L'autel est disposé, sur le modèle chrétien, au fond de la pièce afin que le "grand prêtre" de l'Humanité soit tourné vers son auditoire. Il se rapproche très fortement, dans sa conception, de l'autel de la chapelle jouxtant les fonts baptismaux de l'Église Saint-Paul Saint-Louis. Au-dessus de la corbeille de fleurs du fronton, on peut lire une invocation de Dante dans la Divine Comédie: « Vergine Madre, Figlia del tuo Figlio ! »[13]. Sur le bas, figure le vœu de Thomas a Kempis dans L'Imitation de Jésus Christ: « Amem te plus quam me nec me nisi propter te »[14].

Le panneau central contient, nous l'avons vu, le tableau de l'Humanité personnifié par Clotilde de Vaux. Dernière particularité de cet autel, un tabernacle qui se trouve à la base du triptyque.
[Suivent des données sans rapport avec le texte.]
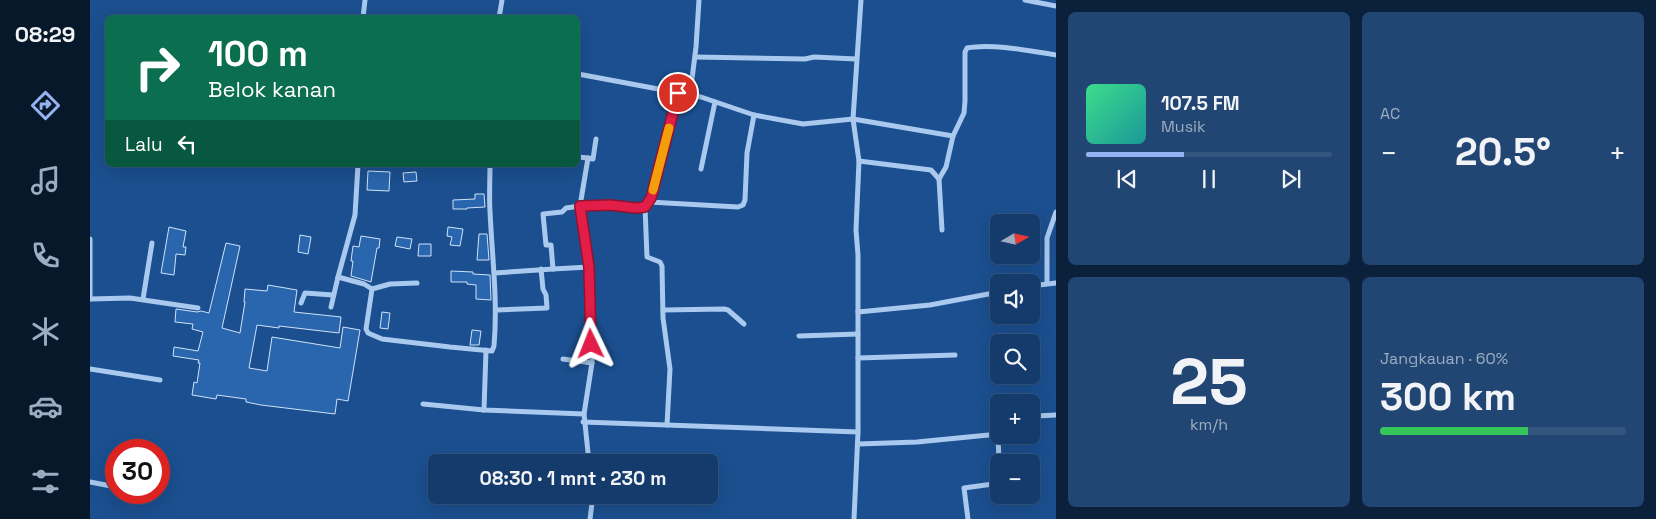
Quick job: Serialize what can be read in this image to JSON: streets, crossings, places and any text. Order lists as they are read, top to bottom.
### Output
{
  "north": "right",
  "page": {
    "tabs": "08:29",
    "tile": [
      "AC",
      ["25", "km/h"],
      ["Jangkauan · 60%", "300 km"]
    ],
    "turn": ["100 m", "Belok kanan"],
    "song": ["107.5 FM", "Musik"],
    "then": "Lalu",
    "heat": ["−", "20.5°", "+"],
    "map_buttons": ["+", "−"],
    "limit": "30",
    "trip": "08:30 · 1 mnt · 230 m"
  }
}
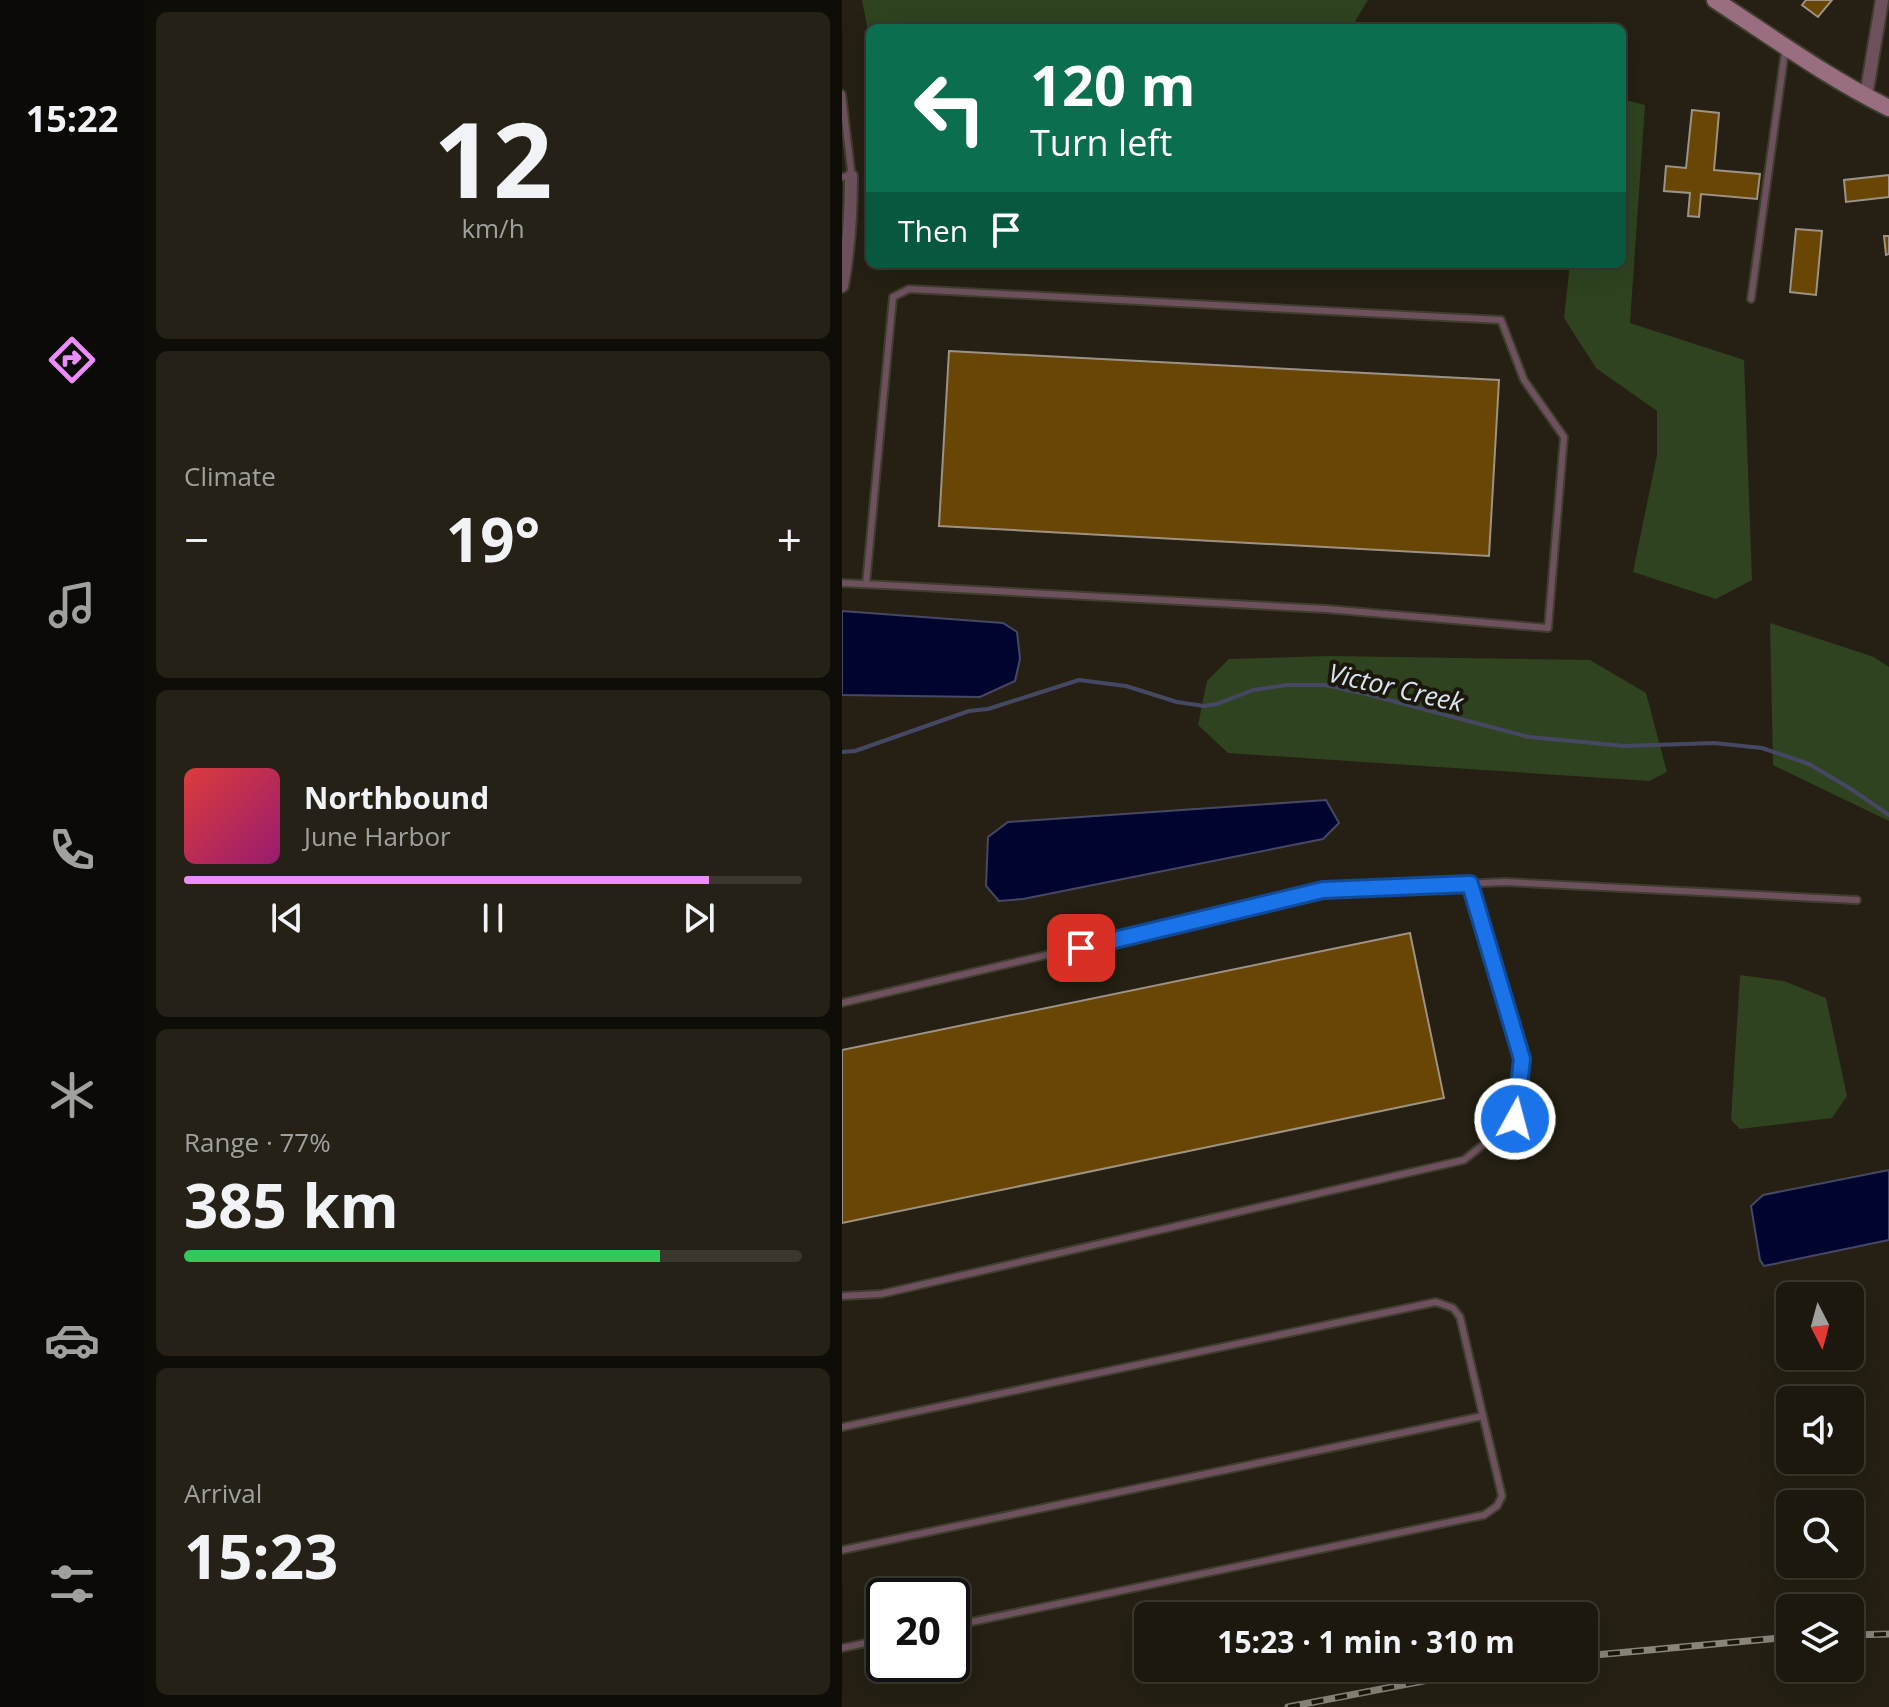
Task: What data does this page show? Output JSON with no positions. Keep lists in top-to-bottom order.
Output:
{
  "water": ["Victor Creek"],
  "north": "bottom",
  "page": {
    "tabs": "15:22",
    "tile": [
      ["12", "km/h"],
      "Climate",
      ["Range · 77%", "385 km"],
      ["Arrival", "15:23"]
    ],
    "turn": ["120 m", "Turn left"],
    "then": "Then",
    "heat": ["−", "19°", "+"],
    "song": ["Northbound", "June Harbor"],
    "limit": "20",
    "trip": "15:23 · 1 min · 310 m"
  }
}
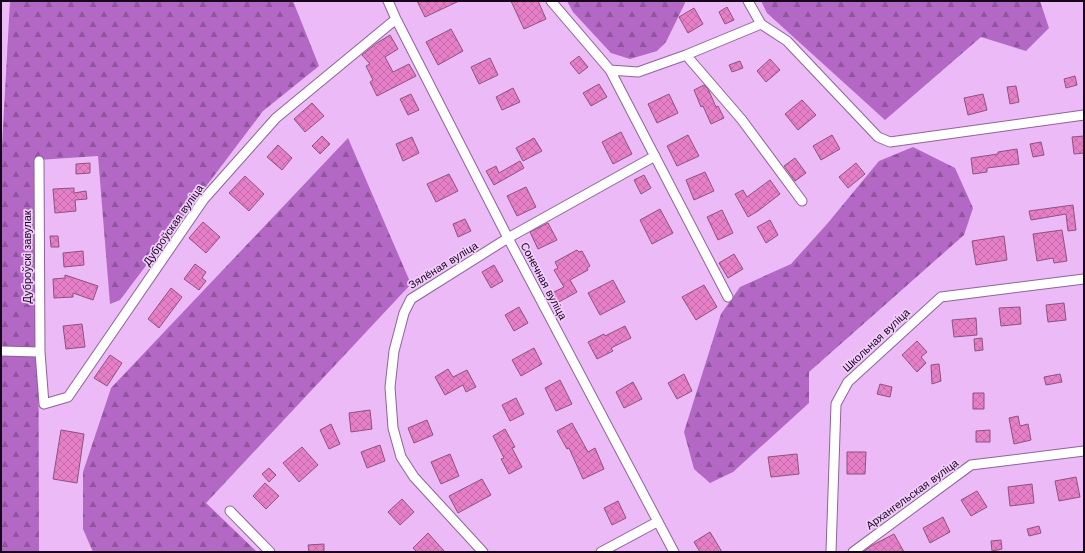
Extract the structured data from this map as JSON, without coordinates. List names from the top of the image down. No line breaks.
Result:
{"streets":{"street":["Дуброўская вуліца","Дуброўскі завулак","Зялёная вуліца","Сонечная вуліца","Школьная вуліца","Архангельская вуліца"]},"crossings":[["Дуброўская вуліца","Дуброўскі завулак"],["Дуброўская вуліца","Сонечная вуліца"],["Зялёная вуліца","Сонечная вуліца"]]}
À l’origine figurait, conformément au testament de Comte, un coussin en cachemire blanc portant une citation du philosophe en caractères verts: « On ne peut pas toujours penser mais on peut toujours aimer ». Ce coussin supportait un exemplaire du Testament d'Auguste Comte, une corbeille de fleurs artificielles, la Divine Comédie de Dante, L'imitation de Jesus Christ et un exemplaire du Catéchisme positiviste de Comte.

Le chœur est séparé de la nef par un degré surmonté d'une balustrade gothique. Près des deux fenêtres, sur les murs à hauteur de l'autel, on trouve deux plans de Paris: l'un date de la mort de Clotilde de Vaux (1846), l'autre de la mort de Comte (1857). La présence de ces deux plans rappelle à quel point il était important pour Teixeira Mendes d'avoir installé ce premier lieu de culte français dédié à la religion de l'Humanité au cœur même de la capitale, non seulement parce qu'il s'agissait d'un endroit intimement lié à Clotilde et donc au fondateur du positivisme mais en ce qu'elle constitue une preuve de plus de l'attachement des positivistes à la symbolique parisienne inhérente à leur doctrine. Paris devait devenir d'après Comte la métropole centrale du positivisme, véritable « ville sainte » de la future République occidentale.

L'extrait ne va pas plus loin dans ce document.